Friday, September 25, 2009

Sharodiya Shubhechha - Happy Durga Pujo For The 'Non-Bengali's

While most of you in Bengal will be busy deciding upon which pair of new clothes to wear on this Shoptomi (Day 1 of the Pujo) evening, I am blogging from my office in Gurgaon, getting ready to go for 'What's Your Rashee?' in sometime and missing home and Pujo.

This post by Arnab (Greatbong) whetted the Pujo appetite, more so because this too was written from an out-of-Bengal perspective. After spending Shoshti at DLF Bengali Association's Pujo, Gurgaon I figured that if you are not in Poschim Bongo (West Bengalo) - Markin Juktorashtro (United States of America)  & Gurugram (Gurgaon) are more or less the same.

The Gurgaon Phase 1 Pujo is in fact one of the better examples of a Pujo I could find to show Veni. This was her first experience of Durga Pujo. And we know we should have gone to Asansol/Kolkata this year but due to the disappearance of 80% of my team and my leave a few months back her introduction to the Bangali Pujo had to be postponed by a year.
Coming back to the one in Gurgaon, it is a very well organised one by the Bangali families in and around DLF City, and has been going on for many years now. Yes, I forgot to note when it started. It is organised in the DLF Community Centre, and the protima (idol) is placed in the club house, so one does miss the entire elaborate pandals, but it has the Bharati-Bhaban (those from Asansol-Burnpur will know what I mean) feel to it. The protima (shown above) is not ekchala, and this year a golden varnish has been applied to the idols.

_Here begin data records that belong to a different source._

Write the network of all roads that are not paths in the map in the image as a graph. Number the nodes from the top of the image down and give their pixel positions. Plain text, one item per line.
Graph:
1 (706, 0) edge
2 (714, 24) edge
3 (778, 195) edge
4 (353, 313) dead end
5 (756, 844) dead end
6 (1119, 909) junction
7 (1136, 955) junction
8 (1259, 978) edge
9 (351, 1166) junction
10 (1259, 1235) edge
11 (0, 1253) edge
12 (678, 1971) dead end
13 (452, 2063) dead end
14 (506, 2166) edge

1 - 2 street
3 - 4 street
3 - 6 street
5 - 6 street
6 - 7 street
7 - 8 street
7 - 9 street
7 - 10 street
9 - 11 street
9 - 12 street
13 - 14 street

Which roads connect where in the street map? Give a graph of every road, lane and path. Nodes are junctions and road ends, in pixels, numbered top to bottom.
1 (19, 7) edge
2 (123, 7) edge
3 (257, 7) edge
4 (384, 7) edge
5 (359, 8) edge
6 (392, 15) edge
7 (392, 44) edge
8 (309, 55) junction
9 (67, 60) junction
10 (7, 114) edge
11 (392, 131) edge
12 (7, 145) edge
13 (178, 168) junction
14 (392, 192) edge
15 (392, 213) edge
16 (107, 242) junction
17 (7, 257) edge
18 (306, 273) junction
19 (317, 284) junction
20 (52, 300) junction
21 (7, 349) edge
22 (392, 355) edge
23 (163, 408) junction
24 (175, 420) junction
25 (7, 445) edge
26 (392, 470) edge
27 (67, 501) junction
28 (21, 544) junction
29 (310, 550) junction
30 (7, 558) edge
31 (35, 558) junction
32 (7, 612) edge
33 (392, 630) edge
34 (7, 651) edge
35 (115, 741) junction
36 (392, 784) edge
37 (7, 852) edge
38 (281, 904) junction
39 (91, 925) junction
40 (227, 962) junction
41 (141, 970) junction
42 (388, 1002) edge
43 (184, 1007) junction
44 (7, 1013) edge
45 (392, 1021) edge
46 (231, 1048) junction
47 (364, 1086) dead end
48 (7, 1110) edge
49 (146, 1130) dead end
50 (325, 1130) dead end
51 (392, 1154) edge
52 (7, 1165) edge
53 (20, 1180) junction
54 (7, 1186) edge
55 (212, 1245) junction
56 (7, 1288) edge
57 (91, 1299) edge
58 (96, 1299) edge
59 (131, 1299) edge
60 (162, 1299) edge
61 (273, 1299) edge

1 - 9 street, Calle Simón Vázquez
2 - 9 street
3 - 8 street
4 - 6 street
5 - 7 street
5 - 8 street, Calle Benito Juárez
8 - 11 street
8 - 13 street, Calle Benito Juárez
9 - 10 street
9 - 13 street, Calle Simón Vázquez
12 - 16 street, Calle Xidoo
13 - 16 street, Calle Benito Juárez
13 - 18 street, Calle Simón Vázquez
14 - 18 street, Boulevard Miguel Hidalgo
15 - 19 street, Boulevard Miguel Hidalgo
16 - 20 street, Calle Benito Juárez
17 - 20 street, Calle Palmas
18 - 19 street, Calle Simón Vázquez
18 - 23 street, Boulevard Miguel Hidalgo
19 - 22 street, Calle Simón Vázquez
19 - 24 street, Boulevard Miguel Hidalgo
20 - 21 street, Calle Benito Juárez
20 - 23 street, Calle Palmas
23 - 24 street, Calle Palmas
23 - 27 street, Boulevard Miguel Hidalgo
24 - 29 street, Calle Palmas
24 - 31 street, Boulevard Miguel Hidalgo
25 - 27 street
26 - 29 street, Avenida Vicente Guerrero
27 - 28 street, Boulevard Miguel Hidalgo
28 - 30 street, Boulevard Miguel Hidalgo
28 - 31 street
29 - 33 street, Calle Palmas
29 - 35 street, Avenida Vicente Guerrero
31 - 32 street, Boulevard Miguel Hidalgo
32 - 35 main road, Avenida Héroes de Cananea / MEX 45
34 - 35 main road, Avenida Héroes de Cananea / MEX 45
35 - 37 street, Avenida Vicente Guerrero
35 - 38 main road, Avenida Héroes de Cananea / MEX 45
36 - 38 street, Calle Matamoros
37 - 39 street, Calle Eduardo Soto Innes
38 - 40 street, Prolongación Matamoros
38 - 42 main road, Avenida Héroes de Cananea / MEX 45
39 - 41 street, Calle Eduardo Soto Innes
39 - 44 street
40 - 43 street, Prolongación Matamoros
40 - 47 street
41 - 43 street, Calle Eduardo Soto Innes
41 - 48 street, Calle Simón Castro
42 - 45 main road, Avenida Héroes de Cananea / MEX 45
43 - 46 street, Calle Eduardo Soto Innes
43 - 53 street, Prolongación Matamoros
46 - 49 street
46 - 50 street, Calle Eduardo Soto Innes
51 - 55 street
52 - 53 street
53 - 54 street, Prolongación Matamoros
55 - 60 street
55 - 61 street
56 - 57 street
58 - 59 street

The dhakis (ones playing those drums to the right) come from Bengal every year and frankly there is not much difference in their performances here and back home. Besides, they are a most friendly bunch!
 And of course, how can a Durga Pujo be complete without the 'cultural programme'?:) Gurgaon doesn't disappoint there as well! There is a fully packed four day programme ending with an extravaganza by the Bangali rock band - Bhoomi. The program list is provided below, I think only the bishorjon ceremony is quite conspicuous by it's absence. I have half a mind to go and take part in the 'Qweej' (which for some odd reason is spelt as 'Quiz' here). We couldn't catch much of the Shoshti (day 0 of the Pujo) function, but plan to do so on Oshtomi (Day 2 of the Pujo)along with the anjali.


          

Finally, the main part of the Pujo - the food! While driving back last evening my wife observed that she has not come across any other Indian festival where everything else takes such a distinct backseat compared to the food, and I think she was bang on. While rewinding through the memories of the pujos gone by I realised that the lasting impressions have indeed been of the mansgher ghugni and phuchka competition and of course the pretty women, rather women looking their prettiest, whether most of those were pretty in absolute terms is a question that can pass.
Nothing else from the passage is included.